KUALA LUMPUR/PERTH, March 23 -- Eight aircraft were involved Sunday in the search for the missing Malaysia Airlines flight MH370 in the southern Indian Ocean, said Australian authorities.
The search, focused on finding a 22-meter-long object spotted by a Chinese satellite, has zeroed in on two areas about 2,500 km southwest Australian port city of Perth, said the Australian Maritime Safety Authority (AMSA).
The international air team are carrying out a visual search, with people aboard making the most of good weather to hunt for the object, an Australian expert told Xinhua.
A total of 20 State Emergency Service volunteers from Western Australia would board civil aircraft and act as air observers.
Conditions over the southern Indian Ocean search site were favorable, but the task was complicated by other factors, said John Blaxland, senior fellow of the Strategic and Defence Studies Centre of the Australian National University in Canberra.
However, inclement weather is expected to impact the intensifying search, according to latest information from Australian meteorological authorities on Sunday.
Danita Matusch from the West Australian Bureau of Meteorology told Xinhua that a change in the regional weather pattern would likely hamper the search for the missing Boeing 777 that carried 239 people.
Two Il-76 aircraft from the Chinese Air Force, which will join the search in the southern Indian Ocean on Monday upon the advice of AMSA, has arrived at a Royal Australian Air Force base.

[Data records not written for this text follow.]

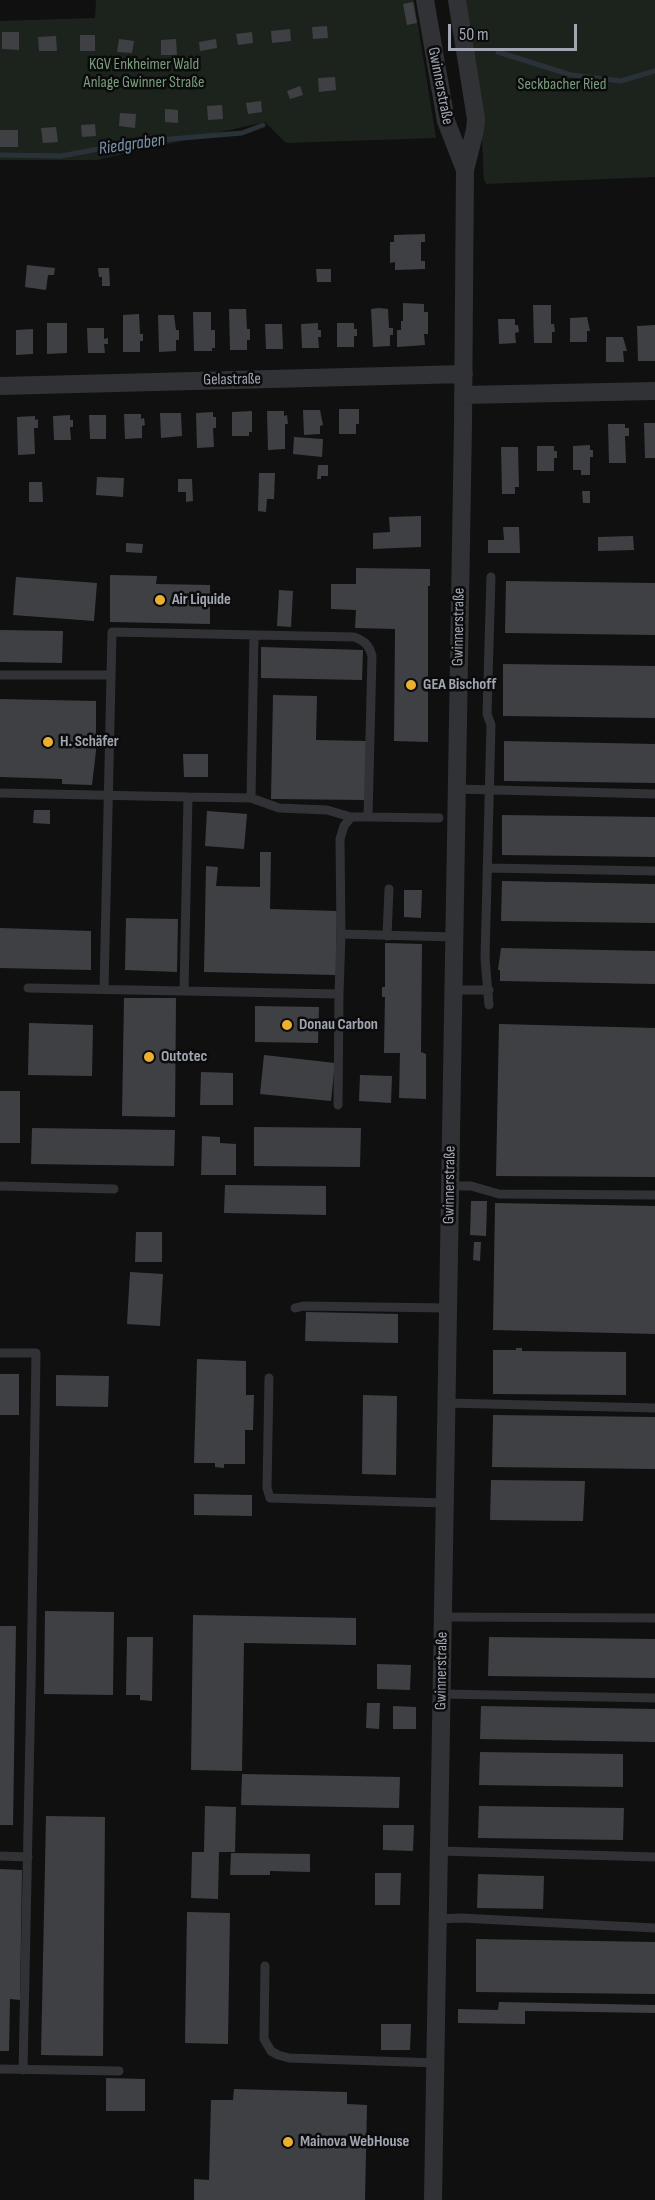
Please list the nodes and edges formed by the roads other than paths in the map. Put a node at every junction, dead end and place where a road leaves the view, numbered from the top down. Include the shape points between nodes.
1 (424, 0) edge
2 (458, 0) edge
3 (465, 170) junction
4 (464, 374) junction
5 (0, 386) edge
6 (655, 391) edge
7 (463, 395) junction
8 (491, 577) dead end
9 (254, 635) junction
10 (0, 675) edge
11 (111, 675) junction
12 (456, 789) junction
13 (489, 791) junction
14 (0, 793) edge
15 (655, 794) edge
16 (109, 795) junction
17 (188, 797) junction
18 (251, 798) junction
19 (351, 817) junction
20 (368, 817) junction
21 (439, 818) dead end
22 (487, 868) junction
23 (655, 871) edge
24 (389, 889) dead end
25 (341, 934) junction
26 (387, 936) junction
27 (454, 937) junction
28 (28, 988) dead end
29 (104, 989) junction
30 (453, 990) junction
31 (489, 990) junction
32 (184, 991) junction
33 (339, 994) junction
34 (489, 1005) dead end
35 (338, 1105) dead end
36 (0, 1186) edge
37 (450, 1186) junction
38 (114, 1189) dead end
39 (655, 1195) edge
40 (295, 1308) dead end
41 (447, 1308) junction
42 (0, 1353) edge
43 (269, 1378) dead end
44 (446, 1403) junction
45 (655, 1408) edge
46 (445, 1503) junction
47 (443, 1617) junction
48 (655, 1618) edge
49 (442, 1694) junction
50 (655, 1698) edge
51 (439, 1851) junction
52 (0, 1856) edge
53 (28, 1857) junction
54 (655, 1857) edge
55 (438, 1919) junction
56 (655, 1929) edge
57 (265, 1966) dead end
58 (437, 2063) junction
59 (0, 2069) edge
60 (23, 2070) junction
61 (119, 2071) dead end
62 (433, 2200) edge

1 - 3 street, Gwinnerstraße via 446,121
2 - 3 street, Gwinnerstraße via 476,119
3 - 4 street, Gwinnerstraße
4 - 5 street, Gelastraße
4 - 7 street, Gwinnerstraße
6 - 7 street
7 - 12 street, Gwinnerstraße
8 - 13 lane
9 - 11 lane via 112,632
9 - 18 lane
9 - 20 lane via 354,637 370,647
10 - 11 lane
11 - 16 lane
12 - 13 lane
12 - 27 street, Gwinnerstraße
13 - 15 lane
13 - 22 lane
14 - 16 lane
16 - 17 lane
16 - 29 lane
17 - 18 lane
17 - 32 lane
18 - 19 lane via 279,808 327,810
19 - 20 lane
19 - 25 lane via 340,839
20 - 21 lane
22 - 23 lane
22 - 31 lane via 485,957
24 - 26 lane
25 - 26 lane
25 - 33 lane
26 - 27 lane
27 - 30 street, Gwinnerstraße
28 - 29 lane
29 - 32 lane
30 - 31 lane
30 - 37 street, Gwinnerstraße
31 - 34 lane
32 - 33 lane
33 - 35 lane
36 - 38 lane
37 - 39 lane via 471,1186 499,1194
37 - 41 street, Gwinnerstraße
40 - 41 lane
41 - 44 street, Gwinnerstraße
42 - 53 lane via 36,1353
43 - 46 lane via 270,1498
44 - 45 lane
44 - 46 street, Gwinnerstraße
46 - 47 street, Gwinnerstraße
47 - 48 lane
47 - 49 street, Gwinnerstraße
49 - 50 lane
49 - 51 street, Gwinnerstraße
51 - 54 lane
51 - 55 street, Gwinnerstraße
52 - 53 lane
53 - 60 lane
55 - 56 lane
55 - 58 street, Gwinnerstraße
57 - 58 lane via 264,2039 278,2055
58 - 62 street, Gwinnerstraße
59 - 60 lane
60 - 61 lane

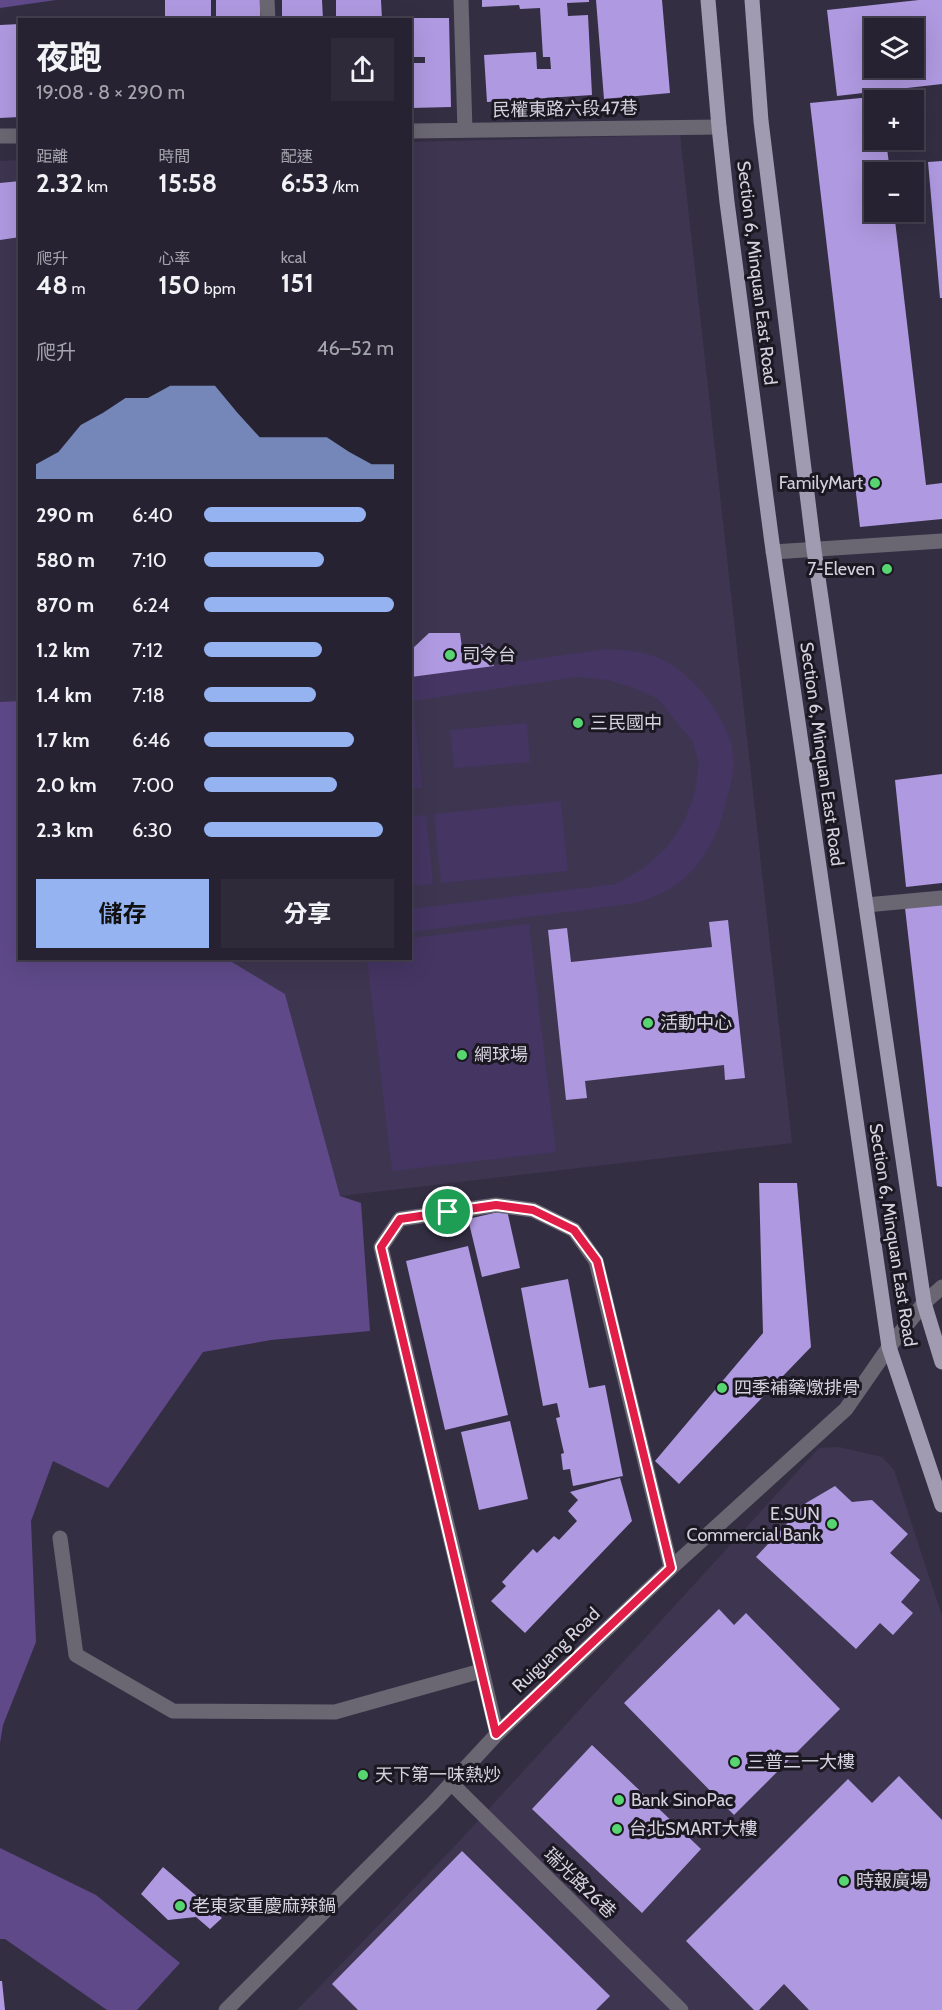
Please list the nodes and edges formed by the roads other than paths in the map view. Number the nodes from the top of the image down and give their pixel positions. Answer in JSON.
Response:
{"nodes":[{"id":1,"x":267,"y":0,"type":"edge"},
{"id":2,"x":460,"y":0,"type":"edge"},
{"id":3,"x":708,"y":0,"type":"edge"},
{"id":4,"x":752,"y":0,"type":"edge"},
{"id":5,"x":268,"y":18,"type":"edge"},
{"id":6,"x":718,"y":127,"type":"junction"},
{"id":7,"x":465,"y":130,"type":"junction"},
{"id":8,"x":412,"y":131,"type":"edge"},
{"id":9,"x":0,"y":136,"type":"edge"},
{"id":10,"x":18,"y":136,"type":"edge"},
{"id":11,"x":942,"y":541,"type":"edge"},
{"id":12,"x":814,"y":550,"type":"junction"},
{"id":13,"x":773,"y":552,"type":"junction"},
{"id":14,"x":942,"y":898,"type":"edge"},
{"id":15,"x":866,"y":905,"type":"junction"},
{"id":16,"x":942,"y":1287,"type":"edge"},
{"id":17,"x":924,"y":1303,"type":"junction"},
{"id":18,"x":889,"y":1347,"type":"junction"},
{"id":19,"x":942,"y":1362,"type":"edge"},
{"id":20,"x":942,"y":1506,"type":"edge"},
{"id":21,"x":60,"y":1538,"type":"dead end"},
{"id":22,"x":671,"y":1568,"type":"junction"},
{"id":23,"x":481,"y":1671,"type":"junction"},
{"id":24,"x":496,"y":1734,"type":"junction"},
{"id":25,"x":452,"y":1784,"type":"junction"},
{"id":26,"x":673,"y":2007,"type":"edge"},
{"id":27,"x":226,"y":2010,"type":"edge"}],
"edges":[{"from":1,"to":5,"type":"street"},
{"from":2,"to":7,"type":"street"},
{"from":3,"to":6,"type":"main road","name":"Section 6, Minquan East Road"},
{"from":4,"to":12,"type":"main road","name":"Section 6, Minquan East Road"},
{"from":6,"to":7,"type":"street","name":"民權東路六段47巷"},
{"from":6,"to":13,"type":"main road","name":"Section 6, Minquan East Road"},
{"from":7,"to":8,"type":"street","name":"民權東路六段47巷"},
{"from":9,"to":10,"type":"street"},
{"from":11,"to":12,"type":"street"},
{"from":12,"to":13,"type":"street"},
{"from":12,"to":15,"type":"main road","name":"Section 6, Minquan East Road"},
{"from":13,"to":18,"type":"main road","name":"Section 6, Minquan East Road"},
{"from":14,"to":15,"type":"street"},
{"from":15,"to":17,"type":"main road","name":"Section 6, Minquan East Road"},
{"from":16,"to":17,"type":"street","name":"Ruiguang Road"},
{"from":17,"to":18,"type":"street","name":"Ruiguang Road"},
{"from":17,"to":19,"type":"main road","name":"Section 6, Minquan East Road"},
{"from":18,"to":20,"type":"main road","name":"Section 6, Minquan East Road"},
{"from":18,"to":22,"type":"street","name":"Ruiguang Road"},
{"from":21,"to":23,"type":"street"},
{"from":22,"to":23,"type":"street"},
{"from":22,"to":24,"type":"street","name":"Ruiguang Road"},
{"from":23,"to":24,"type":"street"},
{"from":24,"to":25,"type":"street","name":"Ruiguang Road"},
{"from":25,"to":26,"type":"street","name":"瑞光路26巷"},
{"from":25,"to":27,"type":"street","name":"Ruiguang Road"}]}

With the search for the missing jet stretching into the 16th day, AMSA reiterated that the operation is a challenging one and asked people to prepare for the worst.
Australian Prime Minister Tony Abbott said Sunday that small pieces of debris were spotted in the southern Indian Ocean, but he added cautiously that it was too early to confirm their linkage to the missing flight.
"Obviously before we can be too specific about what it might be, we need to recover this material. It's still too early to be definite," he said.
Regarding the new satellite imagery released Saturday by China, he said that it suggests at least one large object.
Experts believe its size and shape could match the wing of a Boeing 777.
A Chinese satellite spotted Saturday a floating object along the southern corridor the missing Malaysia Airlines Flight MH370 might have taken.
The satellite images, which China said were taken Tuesday, show that the 22-meter-long, 13-meter-wide object was about 120 km southwest of the objects captured by a satellite disclosed two days before.
The position fell within Saturday's search area but the object was not spotted during the search.
Australia's acting Prime Minister Warren Truss said Saturday that the suspicious objects remained "the best lead" in the massive search for the missing flight.
The objects might have either drifted or sunk, but if there is something to be found, they will be found, Truss told a press conference.
The hunt would continue indefinitely until "we are absolutely satisfied that further searching would be futile," he said. "That day is not in sight."
He said the objects spotted by satellite images provided by AMSA remained "a very credible lead."
International search shifted to the southern corridor after the Australian discovery was announced Thursday. But so far nothing has been found yet.